Prolonged neuronal activity during seizure discharges may also have the effect of increasing CO2 or increasing the by-products of anaerobic metabolism, and produce extra-cellular acidosis or intracellular acidosis associated with extracellular alkalinosis (Chesler and Kaila, 1992). Glial cells may also contribute to acidification of the extracellular space in response to increases in the extracellular potassium concentration (Chesler and Kraig, 1987). In the hippocampal slice in vitro, acidification of the extracellular space to pH 6.7 terminated seizure-like burst firing facilitated by low-magnesium in the artificial CSF. The attenuation of epileptiform activity began within minutes of lowering pH (Velisek et al., 1994; Velisek, 1998).
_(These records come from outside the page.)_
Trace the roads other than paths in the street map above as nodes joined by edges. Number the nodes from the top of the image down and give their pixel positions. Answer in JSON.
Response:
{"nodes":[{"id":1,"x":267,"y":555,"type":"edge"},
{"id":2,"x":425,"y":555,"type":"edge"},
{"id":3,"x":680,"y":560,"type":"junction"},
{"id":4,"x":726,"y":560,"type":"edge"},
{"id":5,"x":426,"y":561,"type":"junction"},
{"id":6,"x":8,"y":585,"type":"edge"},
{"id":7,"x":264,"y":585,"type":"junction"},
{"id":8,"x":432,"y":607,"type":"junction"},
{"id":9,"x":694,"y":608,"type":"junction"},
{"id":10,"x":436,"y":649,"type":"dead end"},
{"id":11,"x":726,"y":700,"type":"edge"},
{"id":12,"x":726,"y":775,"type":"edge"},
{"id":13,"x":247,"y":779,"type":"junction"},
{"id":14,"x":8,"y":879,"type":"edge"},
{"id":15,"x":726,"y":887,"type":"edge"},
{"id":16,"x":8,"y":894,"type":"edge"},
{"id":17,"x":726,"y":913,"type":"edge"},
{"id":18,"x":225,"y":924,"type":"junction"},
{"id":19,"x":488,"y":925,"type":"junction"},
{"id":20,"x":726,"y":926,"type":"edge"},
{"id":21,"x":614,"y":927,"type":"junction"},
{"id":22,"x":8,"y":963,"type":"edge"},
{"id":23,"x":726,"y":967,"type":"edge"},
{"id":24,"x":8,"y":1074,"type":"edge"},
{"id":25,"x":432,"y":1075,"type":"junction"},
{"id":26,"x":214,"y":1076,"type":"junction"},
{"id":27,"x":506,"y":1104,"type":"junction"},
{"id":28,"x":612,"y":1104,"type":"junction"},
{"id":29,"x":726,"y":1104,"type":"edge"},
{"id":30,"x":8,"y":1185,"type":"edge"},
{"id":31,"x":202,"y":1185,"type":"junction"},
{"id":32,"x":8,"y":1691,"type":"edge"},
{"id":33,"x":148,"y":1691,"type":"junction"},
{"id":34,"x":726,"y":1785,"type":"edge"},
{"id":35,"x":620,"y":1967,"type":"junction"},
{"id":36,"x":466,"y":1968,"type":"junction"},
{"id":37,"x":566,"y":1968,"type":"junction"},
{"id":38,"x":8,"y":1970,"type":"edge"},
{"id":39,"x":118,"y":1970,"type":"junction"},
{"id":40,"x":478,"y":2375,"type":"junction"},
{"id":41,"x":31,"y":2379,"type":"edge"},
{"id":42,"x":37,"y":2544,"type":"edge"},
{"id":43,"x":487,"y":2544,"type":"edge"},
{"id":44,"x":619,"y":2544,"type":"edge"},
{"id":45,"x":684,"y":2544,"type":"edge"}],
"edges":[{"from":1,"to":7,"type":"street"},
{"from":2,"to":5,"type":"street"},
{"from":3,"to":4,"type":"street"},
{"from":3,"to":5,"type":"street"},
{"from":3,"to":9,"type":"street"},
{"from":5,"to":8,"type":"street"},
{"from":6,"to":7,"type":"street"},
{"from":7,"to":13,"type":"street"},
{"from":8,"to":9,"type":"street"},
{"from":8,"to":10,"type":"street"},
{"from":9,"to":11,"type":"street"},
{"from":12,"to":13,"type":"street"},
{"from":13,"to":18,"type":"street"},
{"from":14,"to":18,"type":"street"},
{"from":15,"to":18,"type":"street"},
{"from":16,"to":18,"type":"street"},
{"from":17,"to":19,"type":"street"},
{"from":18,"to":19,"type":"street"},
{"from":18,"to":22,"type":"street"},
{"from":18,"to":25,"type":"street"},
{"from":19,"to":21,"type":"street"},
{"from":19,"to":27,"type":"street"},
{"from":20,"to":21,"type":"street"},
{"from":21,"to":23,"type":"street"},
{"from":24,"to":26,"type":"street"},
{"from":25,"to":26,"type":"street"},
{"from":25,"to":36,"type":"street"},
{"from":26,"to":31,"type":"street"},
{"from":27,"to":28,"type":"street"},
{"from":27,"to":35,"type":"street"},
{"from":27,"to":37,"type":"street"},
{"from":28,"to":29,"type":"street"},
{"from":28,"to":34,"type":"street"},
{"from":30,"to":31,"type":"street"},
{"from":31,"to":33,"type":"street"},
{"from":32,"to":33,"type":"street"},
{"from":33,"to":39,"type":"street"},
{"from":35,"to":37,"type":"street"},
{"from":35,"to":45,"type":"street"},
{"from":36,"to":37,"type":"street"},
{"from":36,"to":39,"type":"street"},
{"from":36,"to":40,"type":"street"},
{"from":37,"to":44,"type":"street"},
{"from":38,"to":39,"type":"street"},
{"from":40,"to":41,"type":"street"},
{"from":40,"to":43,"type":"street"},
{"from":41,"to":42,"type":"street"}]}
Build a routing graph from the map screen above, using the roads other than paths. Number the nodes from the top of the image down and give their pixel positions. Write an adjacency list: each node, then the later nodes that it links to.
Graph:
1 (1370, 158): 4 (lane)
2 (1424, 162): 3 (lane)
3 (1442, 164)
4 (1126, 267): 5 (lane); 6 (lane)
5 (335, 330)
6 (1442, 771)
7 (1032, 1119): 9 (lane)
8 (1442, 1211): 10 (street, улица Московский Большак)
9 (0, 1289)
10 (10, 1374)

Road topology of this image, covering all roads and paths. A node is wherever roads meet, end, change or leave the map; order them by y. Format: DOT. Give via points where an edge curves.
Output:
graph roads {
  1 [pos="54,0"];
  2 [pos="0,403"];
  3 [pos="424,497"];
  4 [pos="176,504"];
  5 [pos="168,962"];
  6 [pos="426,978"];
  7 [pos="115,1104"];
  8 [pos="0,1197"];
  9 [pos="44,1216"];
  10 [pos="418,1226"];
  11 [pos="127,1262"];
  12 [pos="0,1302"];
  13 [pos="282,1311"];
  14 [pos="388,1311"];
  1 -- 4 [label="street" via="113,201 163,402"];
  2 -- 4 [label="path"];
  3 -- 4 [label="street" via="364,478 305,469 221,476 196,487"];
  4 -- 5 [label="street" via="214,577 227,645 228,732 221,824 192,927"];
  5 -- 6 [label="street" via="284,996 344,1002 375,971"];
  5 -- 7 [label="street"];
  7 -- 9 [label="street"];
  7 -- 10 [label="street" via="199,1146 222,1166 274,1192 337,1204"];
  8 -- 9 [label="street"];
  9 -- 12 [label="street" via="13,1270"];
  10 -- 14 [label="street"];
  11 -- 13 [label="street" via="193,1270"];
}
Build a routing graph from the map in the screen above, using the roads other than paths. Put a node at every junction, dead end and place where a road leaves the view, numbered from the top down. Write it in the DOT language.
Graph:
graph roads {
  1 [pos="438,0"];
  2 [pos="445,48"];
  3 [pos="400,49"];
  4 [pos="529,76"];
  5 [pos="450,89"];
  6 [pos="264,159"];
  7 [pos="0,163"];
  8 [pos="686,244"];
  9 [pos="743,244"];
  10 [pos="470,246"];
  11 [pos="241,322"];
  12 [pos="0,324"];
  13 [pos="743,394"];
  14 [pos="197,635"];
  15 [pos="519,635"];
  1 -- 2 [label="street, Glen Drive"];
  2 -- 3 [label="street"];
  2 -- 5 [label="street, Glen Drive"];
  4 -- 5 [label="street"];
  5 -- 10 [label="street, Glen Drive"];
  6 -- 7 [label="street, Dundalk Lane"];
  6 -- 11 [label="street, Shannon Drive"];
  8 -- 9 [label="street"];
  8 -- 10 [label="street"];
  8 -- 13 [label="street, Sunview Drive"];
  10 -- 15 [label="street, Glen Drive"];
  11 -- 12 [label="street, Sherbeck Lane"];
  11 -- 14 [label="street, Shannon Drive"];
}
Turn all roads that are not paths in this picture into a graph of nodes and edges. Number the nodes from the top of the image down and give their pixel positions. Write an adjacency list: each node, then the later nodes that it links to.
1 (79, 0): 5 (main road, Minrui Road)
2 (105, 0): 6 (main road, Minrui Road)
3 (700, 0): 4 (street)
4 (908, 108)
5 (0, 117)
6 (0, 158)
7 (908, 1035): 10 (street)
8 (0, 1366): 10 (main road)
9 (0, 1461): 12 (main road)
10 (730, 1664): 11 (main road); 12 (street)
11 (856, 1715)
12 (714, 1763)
The mechanisms of action – at least in part – included decreased NMDA receptor function and loss of synaptic long-term potentiation (LTP). A milder reduction of pH to 7.1 also produced milder synaptic impairment with continued loss of LTP (Velisek, 1998). Inhibition of carbonic anhydrase, which alters extracellular pH, has some anticonvulsant benefit. In humans, the carbonic anhydrase inhibitor acetozolamide has a mild anticonvulsant effect (Thiry et al., 2007). Knockout mice deficient in carbonic anhydrase are severely acidotic and are resistant to seizures produced by flurothyl gas compared to wild-type mice (Velisek et al., 1993). Intracellular acidification may also contribute to termination of seizure discharges. Spontaneous interictal spiking following focal application of bicuculline in the piriform cortex in an in vitro whole brain preparation was associated with periodic abrupt alkanization of the extracellular space followed by a slow return to baseline pH (de Curtis et al., 1998). These observations were interpreted as evidence of intracellular acidification. Application of ammonium chloride in the perfusing medium to prevent intracellular acidification increased neuronal excitability and resulted in after-discharges following each spike, and in seizure-like discharges. The investigators hypothesized that the intracellular acidification reduced excitability by reducing gap-junction function. Application of octanol, a nonspecific gap junction blocker, abolished spontaneous interictal spiking (de Curtis et al., 1998).